⑹ 또한 오랜 기간 원고를 치료하여 왔던 연세대학교 의과대학 세브란스병원의 소외 6 교수는 이 사건 예방접종으로 인하여 원고에게 난치성 간질이 발병하였다고 확신할 수는 없으나, 이 사건 예방접종 당시 원고에게 투여한 DTaP 백신에는 치메로살 같은 독소물질이 함유되어 있고 그와 같은 독소 물질이 원고에게 치명적으로 작용하여 난치성 간질의 원인을 제공했을 가능성 혹은 원래 원고가 경련 발작을 일으킬 수 있는 뇌를 가지고 있었는데 위와 같은 독소 물질이 이를 더 악화시켰을 가능성이 있다는 의학적 소견을 제시한 바도 있다(제1심 법원 및 이 법원의 연세대학교 의과대학 세브란스병원장에 대한 사실조회결과).

⑺ 그 밖에 연세대학교 산학협력단이 주관한 2008년도 학술연구용역과제 최종결과보고서에 따르면, 신고하여야 할 예방접종 후 이상반응자의 범위에 DTaP의 경우 뇌증, 기타 중추신경계 증상 등이 포함되어 있고, 미국질병관리본부 홈페이지에도 그 부작용과 관련하여, 중증(매우 드묾)에 장기간의 발작, 영구적인 뇌손상이 기재되어 있다. 그리고 피고가 작성한 예방접종 후 이상반응 관리지침(을 제9호증)에도 DTaP의 백신접종 후 7일 이내에 뇌증 및 기타 중추신경계 증상이 발현되는 경우를 보상신청대상이 되는 ‘예방접종 후 이상반응’에 포함시키고 있다.
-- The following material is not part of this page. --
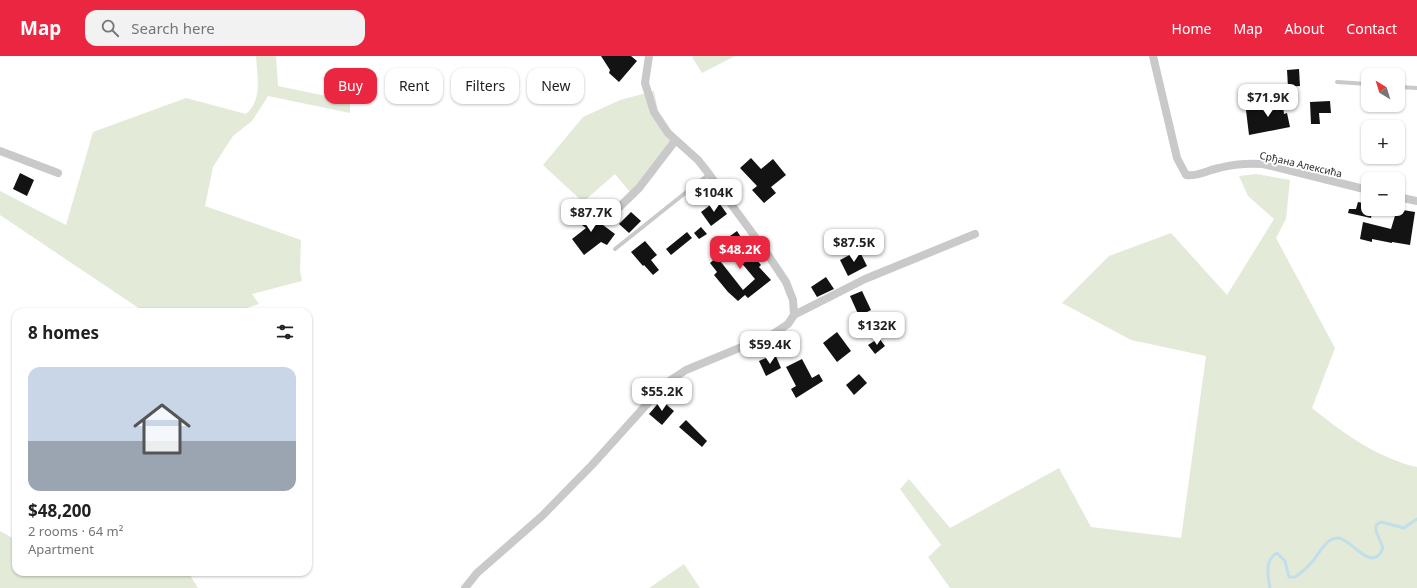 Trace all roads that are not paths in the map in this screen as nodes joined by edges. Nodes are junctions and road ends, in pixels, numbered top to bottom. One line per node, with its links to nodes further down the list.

D) Meanwhile, the defendant asserts that the determination of disability caused by vaccination belongs to the authority of the defendant delegated by the Minister of Health and Welfare, and that there is no provision that can be seen as binding acts under the relevant Acts and subordinate statutes, such as the Prevention of Contagious Diseases Act, and thus, the defendant's authority is deemed to belong to the free discretion area, unless there are special circumstances to deem that the disposition in this case was remarkably deviates from and abused discretion, the defendant's disposition in this case

However, when an administrative act is classified into a so-called binding act, binding act, discretionary act, or free discretionary act with respect to the existence and scope of its discretion, the division shall be determined by considering all the relevant administrative act’s stay and form, language and text, the main purpose and characteristics of the administrative area to which the relevant act belongs, individual nature and type of the relevant act, etc. (see Supreme Court Decision 98Du17593, Feb. 9, 2001, etc.). Article 54-2(1) of the former Prevention of Contagious Diseases Act provides that “When a person who was vaccinated under Articles 10-2 through 12 suffers from a disease, becomes disabled, or dies, the State shall pay compensation under each of the following subparagraphs in accordance with the standards and procedures prescribed by the Presidential Decree.” Article 54-2(2) provides that “Where the Minister of Health and Welfare grants discretion to prevent injury from vaccination, such as vaccination, regardless of the degree or negligence of the person who committed vaccination, it can not be accepted as a case where the Minister of Health and Welfare recognizes authority to do so.”

E) Therefore, the Defendant’s disposition that deemed that there is no proximate causal link between the instant vaccination and the instant post-disease is unlawful.

4. Conclusion

The judgment of the first instance is justifiable. The defendant's appeal is dismissed.